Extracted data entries
++++++++

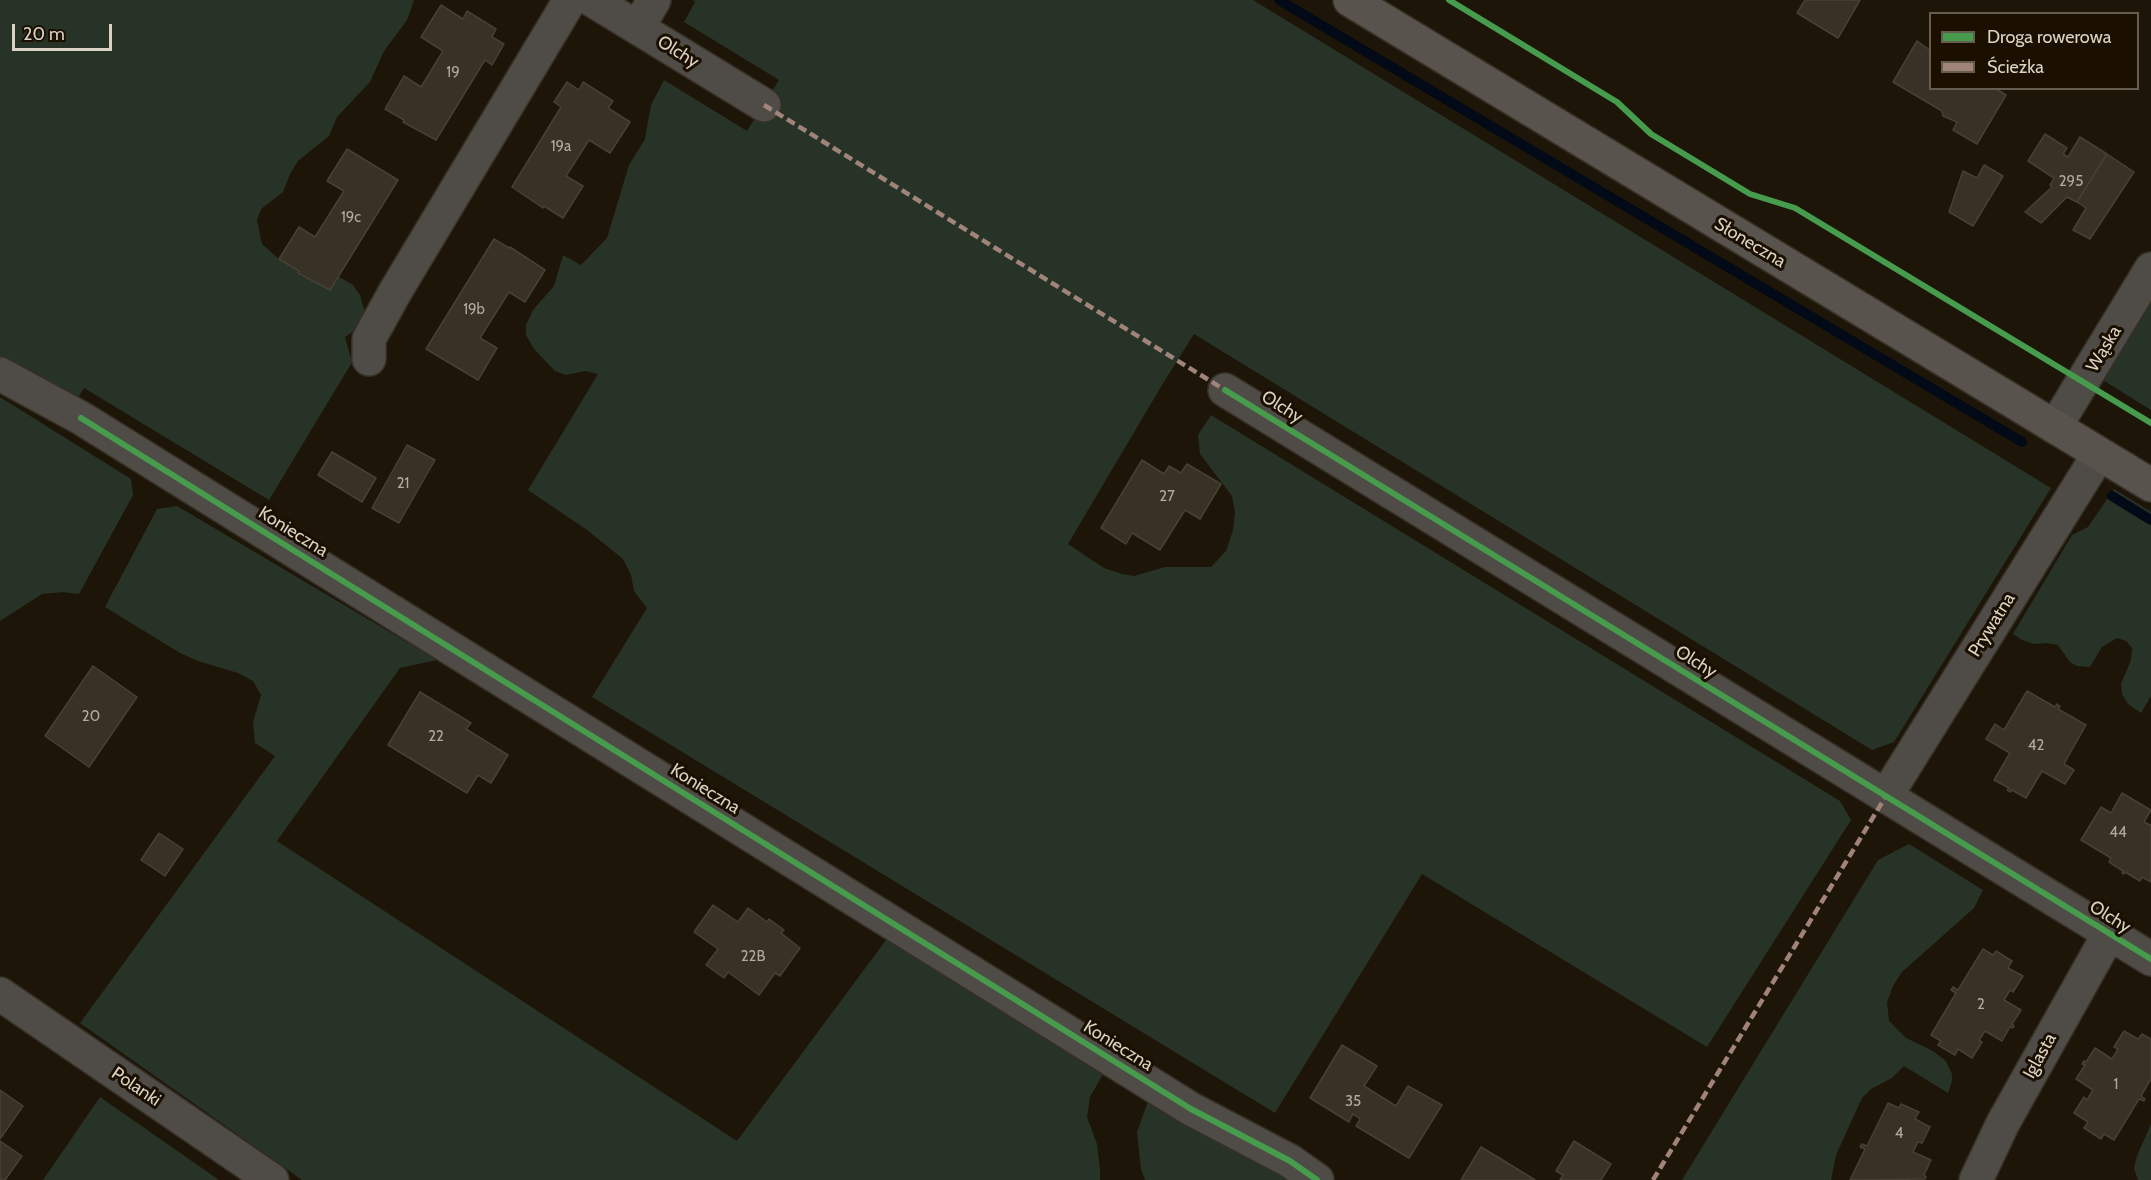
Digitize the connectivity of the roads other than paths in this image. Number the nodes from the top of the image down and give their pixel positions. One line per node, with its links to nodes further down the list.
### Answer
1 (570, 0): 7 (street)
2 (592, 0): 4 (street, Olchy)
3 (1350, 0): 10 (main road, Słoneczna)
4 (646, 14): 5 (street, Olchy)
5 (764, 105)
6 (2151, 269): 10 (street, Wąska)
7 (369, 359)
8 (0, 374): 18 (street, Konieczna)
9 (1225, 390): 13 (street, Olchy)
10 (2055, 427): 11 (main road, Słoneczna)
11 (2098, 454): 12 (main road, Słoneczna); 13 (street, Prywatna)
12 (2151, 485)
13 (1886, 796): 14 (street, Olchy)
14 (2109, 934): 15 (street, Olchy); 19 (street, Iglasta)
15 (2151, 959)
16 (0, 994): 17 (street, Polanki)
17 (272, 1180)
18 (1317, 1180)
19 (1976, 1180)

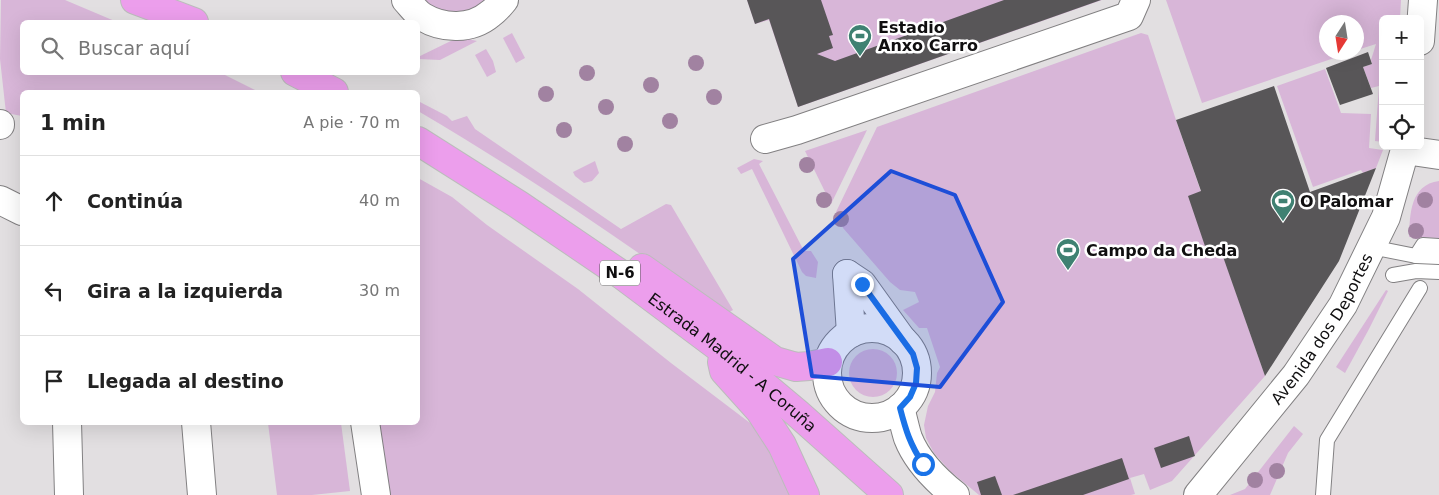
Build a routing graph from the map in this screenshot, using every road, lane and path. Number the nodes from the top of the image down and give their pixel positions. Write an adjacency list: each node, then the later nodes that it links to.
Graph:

++++++++

* REQUIRED WORK
Please repeat the entries exactly. Do not include the pictures.

* SOLUTION FOR THIS EXERCISE
Digitize the connectivity of the roads other than paths in this image. Number the nodes from the top of the image down and give their pixel positions. One line per node, with its links to nodes further down the list.
### Answer
1 (570, 0): 7 (street)
2 (592, 0): 4 (street, Olchy)
3 (1350, 0): 10 (main road, Słoneczna)
4 (646, 14): 5 (street, Olchy)
5 (764, 105)
6 (2151, 269): 10 (street, Wąska)
7 (369, 359)
8 (0, 374): 18 (street, Konieczna)
9 (1225, 390): 13 (street, Olchy)
10 (2055, 427): 11 (main road, Słoneczna)
11 (2098, 454): 12 (main road, Słoneczna); 13 (street, Prywatna)
12 (2151, 485)
13 (1886, 796): 14 (street, Olchy)
14 (2109, 934): 15 (street, Olchy); 19 (street, Iglasta)
15 (2151, 959)
16 (0, 994): 17 (street, Polanki)
17 (272, 1180)
18 (1317, 1180)
19 (1976, 1180)

Build a routing graph from the map in this screenshot, using every road, lane and path. Number the nodes from the top of the image down and give their pixel positions. Write an adjacency list: each node, then the later nodes that it links to.
Graph:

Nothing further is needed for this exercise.